I sobbed into his soft white coat. I felt his compassion for me. His arms held me tightly. It felt like the Lord Himself. He knew. He knew what I was going to have to do. And so did I. His words were preparing me. He was imparting strength into my spirit.

He looked back at Dean, “You need to speak with your wife. Tell her that you release her to fall in love and get married again. Cassi, whether you plan to stay in Australia or go back to the States, you should talk about that too. We’ll leave you to do that now.”

And everyone left the room.

We were alone.

Finally. Finally we could talk. We could have the conversation that we have been avoiding for so long. I longed for it. I longed for the honesty. To say the words that gnawed away at my throat.

I sat beside Dean on the bed.

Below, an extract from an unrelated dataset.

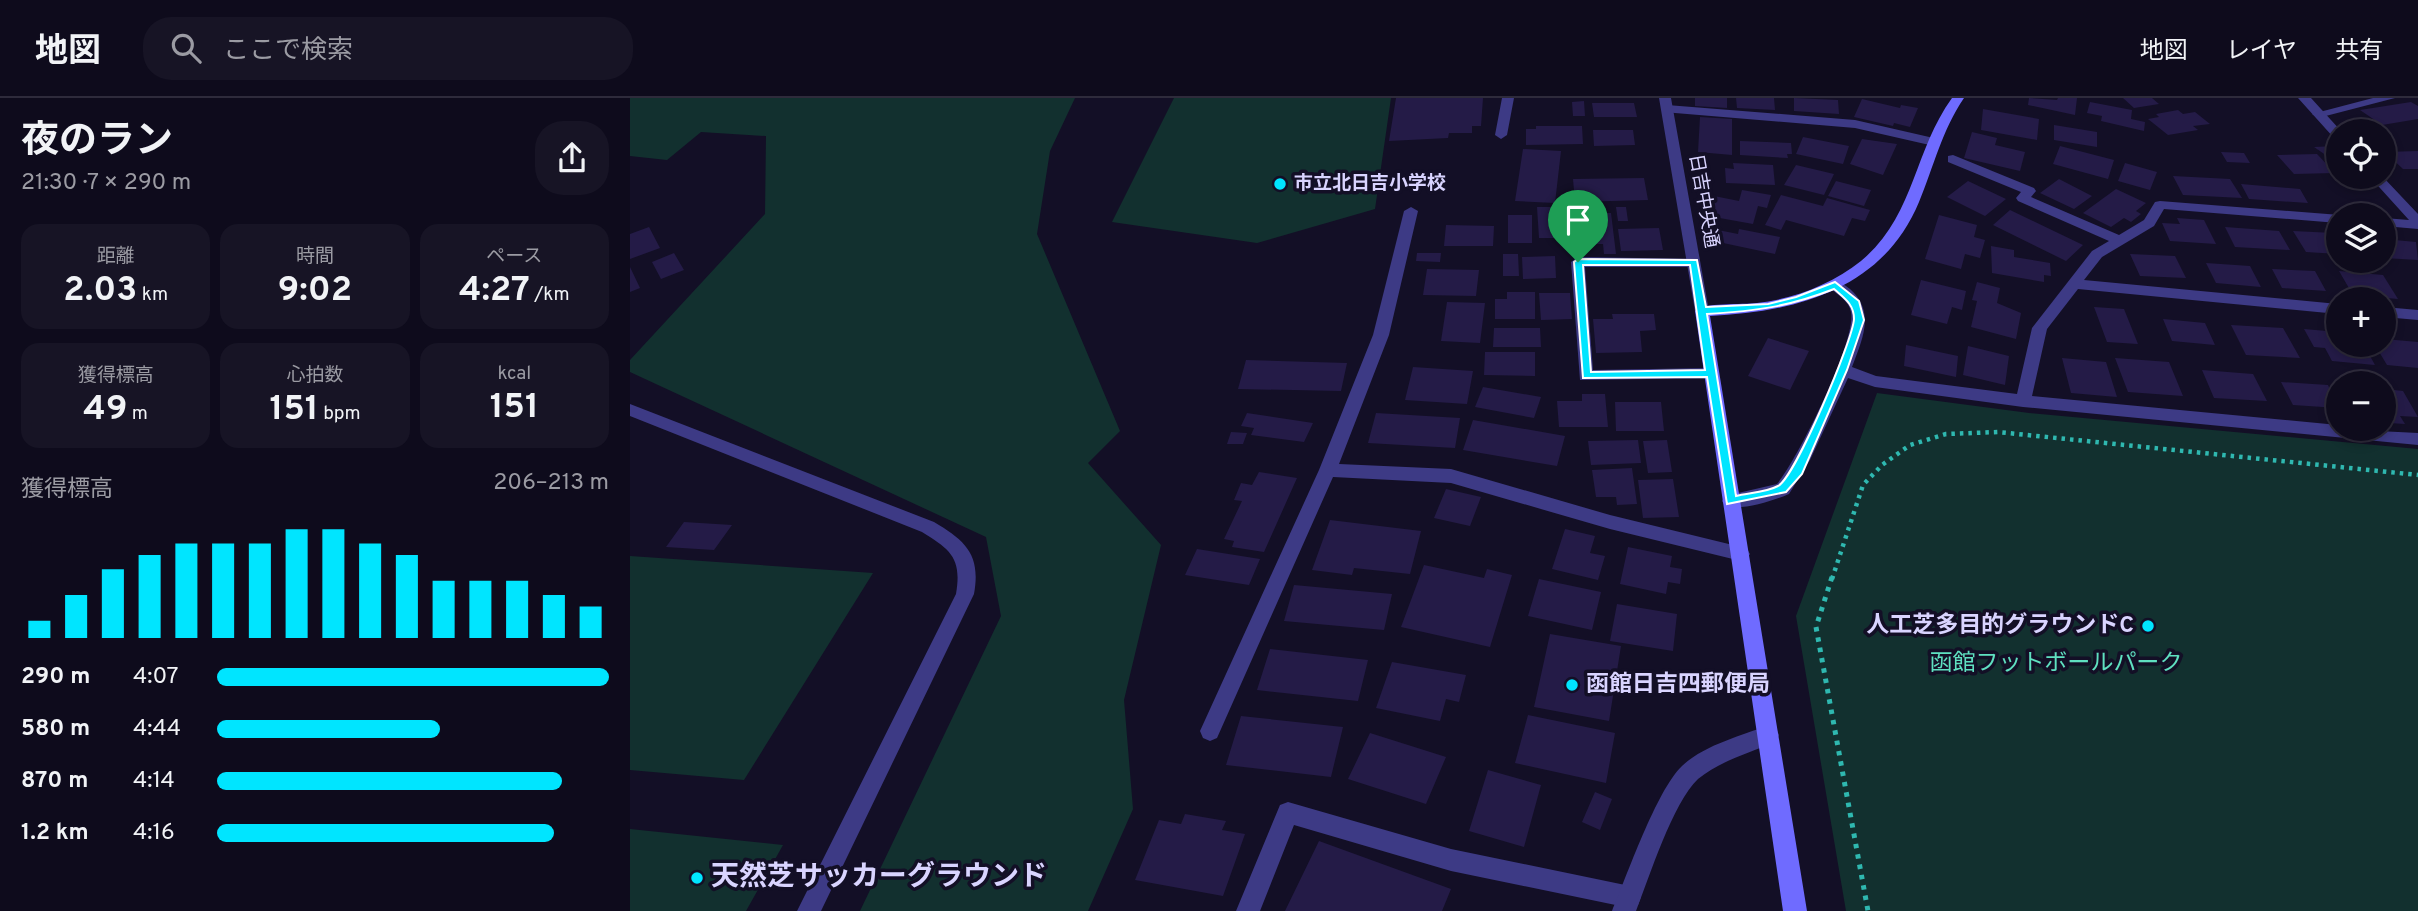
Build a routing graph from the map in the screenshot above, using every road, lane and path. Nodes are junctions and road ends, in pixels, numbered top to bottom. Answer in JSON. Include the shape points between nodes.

We were both quiet for a few minutes.

After a while, Dean spoke, “If you want to move back to the States… if that’s where you think that you and the boys will find happiness, then you should do that. And, of course, if you meet someone, I release you to get married.”

Thank you God that we are having this conversation. 

“But is it just me, or am I going to be around a lot longer than everybody thinks I am?” He gave me that boyish grin.

My heart melted. Oh honey, I wish that were true. Can’t you see that you aren’t staying here honey? You’re going. You have to go and I have to stay. I’m so sorry. I’m sorry. You can’t stay, I’m so sorry my love. I wanted to find the courage to say the words aloud. But I could not.

The hospital chaplain came in. I had grown quite fond of this one over the last number of weeks. She took me aside so that we could talk. And I poured my heart out to her. They gave Dean a week to live. And I felt relief. A huge sweep of relief. And I felt so awful for being relieved. As though I wanted him to die. But I didn’t. I just wanted it to all be over. The suffering. The almost dying and not dying. The pain. The struggle. The awful uncertainty. The yelling. The watching it happen. The living in the shadow of death.

“People can only take so much uncertainty.” She said to me with kind strength and knowing eyes. “At some point you have to know one way or the other so that you can move forward.” She was one of the few that understood me. That understood my love for Dean, but my inability to go on.

I hugged her and cried into her hair. And I held onto her.

A moment of refuge in the great storm.